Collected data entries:
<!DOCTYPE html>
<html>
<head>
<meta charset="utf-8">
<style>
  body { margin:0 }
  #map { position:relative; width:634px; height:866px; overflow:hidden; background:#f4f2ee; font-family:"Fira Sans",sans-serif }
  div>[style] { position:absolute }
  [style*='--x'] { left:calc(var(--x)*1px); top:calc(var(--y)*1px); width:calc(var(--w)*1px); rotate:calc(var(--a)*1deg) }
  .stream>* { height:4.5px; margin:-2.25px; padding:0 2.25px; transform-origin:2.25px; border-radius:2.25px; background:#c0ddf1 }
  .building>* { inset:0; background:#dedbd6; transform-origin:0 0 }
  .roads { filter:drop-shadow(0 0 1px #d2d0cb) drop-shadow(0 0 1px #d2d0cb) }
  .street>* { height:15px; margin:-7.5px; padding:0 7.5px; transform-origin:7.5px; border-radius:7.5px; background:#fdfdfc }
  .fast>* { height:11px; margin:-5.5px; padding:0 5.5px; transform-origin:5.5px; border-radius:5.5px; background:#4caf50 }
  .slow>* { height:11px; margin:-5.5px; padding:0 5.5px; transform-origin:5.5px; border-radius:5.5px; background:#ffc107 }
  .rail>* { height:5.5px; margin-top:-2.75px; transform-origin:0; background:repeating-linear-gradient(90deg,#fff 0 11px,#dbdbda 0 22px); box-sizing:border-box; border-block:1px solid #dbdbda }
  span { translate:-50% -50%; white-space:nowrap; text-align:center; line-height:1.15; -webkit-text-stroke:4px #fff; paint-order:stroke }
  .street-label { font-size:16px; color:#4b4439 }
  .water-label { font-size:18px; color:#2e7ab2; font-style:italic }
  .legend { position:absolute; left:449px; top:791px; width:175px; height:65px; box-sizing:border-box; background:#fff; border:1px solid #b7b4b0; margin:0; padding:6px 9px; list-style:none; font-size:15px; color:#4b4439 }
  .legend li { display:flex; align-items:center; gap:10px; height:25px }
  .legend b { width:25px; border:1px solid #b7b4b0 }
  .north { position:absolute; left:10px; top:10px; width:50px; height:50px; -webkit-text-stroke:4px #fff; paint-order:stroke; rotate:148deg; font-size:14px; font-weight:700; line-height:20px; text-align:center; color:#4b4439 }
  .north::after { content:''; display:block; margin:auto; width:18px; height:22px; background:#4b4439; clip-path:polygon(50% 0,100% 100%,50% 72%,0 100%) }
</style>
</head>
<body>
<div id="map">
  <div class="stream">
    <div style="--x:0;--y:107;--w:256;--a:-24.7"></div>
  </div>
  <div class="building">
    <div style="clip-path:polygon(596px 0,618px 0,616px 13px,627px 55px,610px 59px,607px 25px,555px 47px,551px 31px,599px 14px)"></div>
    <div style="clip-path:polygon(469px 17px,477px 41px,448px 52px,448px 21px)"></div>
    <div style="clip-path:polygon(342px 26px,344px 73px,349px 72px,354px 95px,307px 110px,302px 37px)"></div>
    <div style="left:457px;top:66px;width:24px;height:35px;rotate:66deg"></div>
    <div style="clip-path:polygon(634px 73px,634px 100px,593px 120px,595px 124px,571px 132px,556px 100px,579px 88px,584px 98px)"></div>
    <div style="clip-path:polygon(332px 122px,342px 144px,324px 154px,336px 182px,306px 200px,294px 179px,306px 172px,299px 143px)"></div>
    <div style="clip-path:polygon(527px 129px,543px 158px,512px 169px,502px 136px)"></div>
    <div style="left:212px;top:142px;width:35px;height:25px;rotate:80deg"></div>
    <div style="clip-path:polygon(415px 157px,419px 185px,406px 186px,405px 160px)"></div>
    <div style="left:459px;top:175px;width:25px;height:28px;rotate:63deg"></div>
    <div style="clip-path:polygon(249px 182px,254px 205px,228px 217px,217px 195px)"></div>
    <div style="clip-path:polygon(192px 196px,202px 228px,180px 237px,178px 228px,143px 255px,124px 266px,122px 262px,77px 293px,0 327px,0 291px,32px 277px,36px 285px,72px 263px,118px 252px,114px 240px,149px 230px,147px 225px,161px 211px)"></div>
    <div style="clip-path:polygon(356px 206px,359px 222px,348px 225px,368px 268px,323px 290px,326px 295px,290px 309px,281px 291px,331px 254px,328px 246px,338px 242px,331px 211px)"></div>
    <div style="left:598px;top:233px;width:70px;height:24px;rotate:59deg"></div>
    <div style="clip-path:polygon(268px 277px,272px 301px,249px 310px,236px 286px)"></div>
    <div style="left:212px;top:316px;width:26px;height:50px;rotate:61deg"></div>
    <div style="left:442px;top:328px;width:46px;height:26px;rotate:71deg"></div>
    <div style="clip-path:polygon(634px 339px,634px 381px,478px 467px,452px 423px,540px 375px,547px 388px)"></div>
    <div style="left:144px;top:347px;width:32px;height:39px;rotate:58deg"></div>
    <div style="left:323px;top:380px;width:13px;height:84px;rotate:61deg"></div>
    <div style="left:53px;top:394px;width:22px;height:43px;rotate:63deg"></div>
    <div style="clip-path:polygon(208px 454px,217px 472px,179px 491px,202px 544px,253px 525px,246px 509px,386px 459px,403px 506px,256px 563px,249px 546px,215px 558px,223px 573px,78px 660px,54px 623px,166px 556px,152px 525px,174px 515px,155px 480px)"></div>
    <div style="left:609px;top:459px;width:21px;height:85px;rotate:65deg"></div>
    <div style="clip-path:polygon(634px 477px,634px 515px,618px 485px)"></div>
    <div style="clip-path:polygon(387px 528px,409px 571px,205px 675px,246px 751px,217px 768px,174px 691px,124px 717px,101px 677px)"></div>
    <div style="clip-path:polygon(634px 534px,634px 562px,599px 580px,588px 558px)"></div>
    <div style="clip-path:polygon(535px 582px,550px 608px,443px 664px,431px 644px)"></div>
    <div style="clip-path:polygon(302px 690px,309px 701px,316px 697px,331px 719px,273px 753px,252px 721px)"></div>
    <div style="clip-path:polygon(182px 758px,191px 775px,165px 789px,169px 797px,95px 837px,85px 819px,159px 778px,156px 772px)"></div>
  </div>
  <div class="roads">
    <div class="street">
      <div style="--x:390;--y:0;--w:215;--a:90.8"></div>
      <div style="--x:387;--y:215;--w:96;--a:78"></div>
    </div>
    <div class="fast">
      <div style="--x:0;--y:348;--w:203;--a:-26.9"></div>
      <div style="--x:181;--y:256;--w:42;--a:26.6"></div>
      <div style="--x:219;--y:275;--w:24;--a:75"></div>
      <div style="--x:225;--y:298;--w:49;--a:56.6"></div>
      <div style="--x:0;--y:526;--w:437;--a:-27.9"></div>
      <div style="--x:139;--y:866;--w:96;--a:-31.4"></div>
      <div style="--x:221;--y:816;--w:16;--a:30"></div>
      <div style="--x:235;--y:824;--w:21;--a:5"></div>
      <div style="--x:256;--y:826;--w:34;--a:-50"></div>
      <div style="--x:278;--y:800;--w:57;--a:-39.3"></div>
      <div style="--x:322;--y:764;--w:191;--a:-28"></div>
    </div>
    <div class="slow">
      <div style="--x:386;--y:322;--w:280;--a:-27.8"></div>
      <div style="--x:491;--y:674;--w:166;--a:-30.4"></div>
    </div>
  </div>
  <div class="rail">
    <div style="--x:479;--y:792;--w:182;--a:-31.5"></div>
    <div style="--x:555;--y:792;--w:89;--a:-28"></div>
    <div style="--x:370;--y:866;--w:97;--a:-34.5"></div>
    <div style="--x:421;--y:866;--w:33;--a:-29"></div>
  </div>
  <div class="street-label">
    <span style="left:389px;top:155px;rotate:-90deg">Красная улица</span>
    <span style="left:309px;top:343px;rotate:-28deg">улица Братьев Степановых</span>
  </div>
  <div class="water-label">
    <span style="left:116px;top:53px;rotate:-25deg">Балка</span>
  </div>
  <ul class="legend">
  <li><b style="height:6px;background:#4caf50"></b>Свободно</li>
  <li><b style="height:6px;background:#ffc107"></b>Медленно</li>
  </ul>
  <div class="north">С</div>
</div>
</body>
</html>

_Exercise goal_:
Would you retype exactly the lines above, from the line with "position:relative; width:634px; height:866px;" to the line with "filter:drop-shadow(0 0 1px", with both end lines kept and nothing more?

_Solution for this problem_:
  #map { position:relative; width:634px; height:866px; overflow:hidden; background:#f4f2ee; font-family:"Fira Sans",sans-serif }
  div>[style] { position:absolute }
  [style*='--x'] { left:calc(var(--x)*1px); top:calc(var(--y)*1px); width:calc(var(--w)*1px); rotate:calc(var(--a)*1deg) }
  .stream>* { height:4.5px; margin:-2.25px; padding:0 2.25px; transform-origin:2.25px; border-radius:2.25px; background:#c0ddf1 }
  .building>* { inset:0; background:#dedbd6; transform-origin:0 0 }
  .roads { filter:drop-shadow(0 0 1px #d2d0cb) drop-shadow(0 0 1px #d2d0cb) }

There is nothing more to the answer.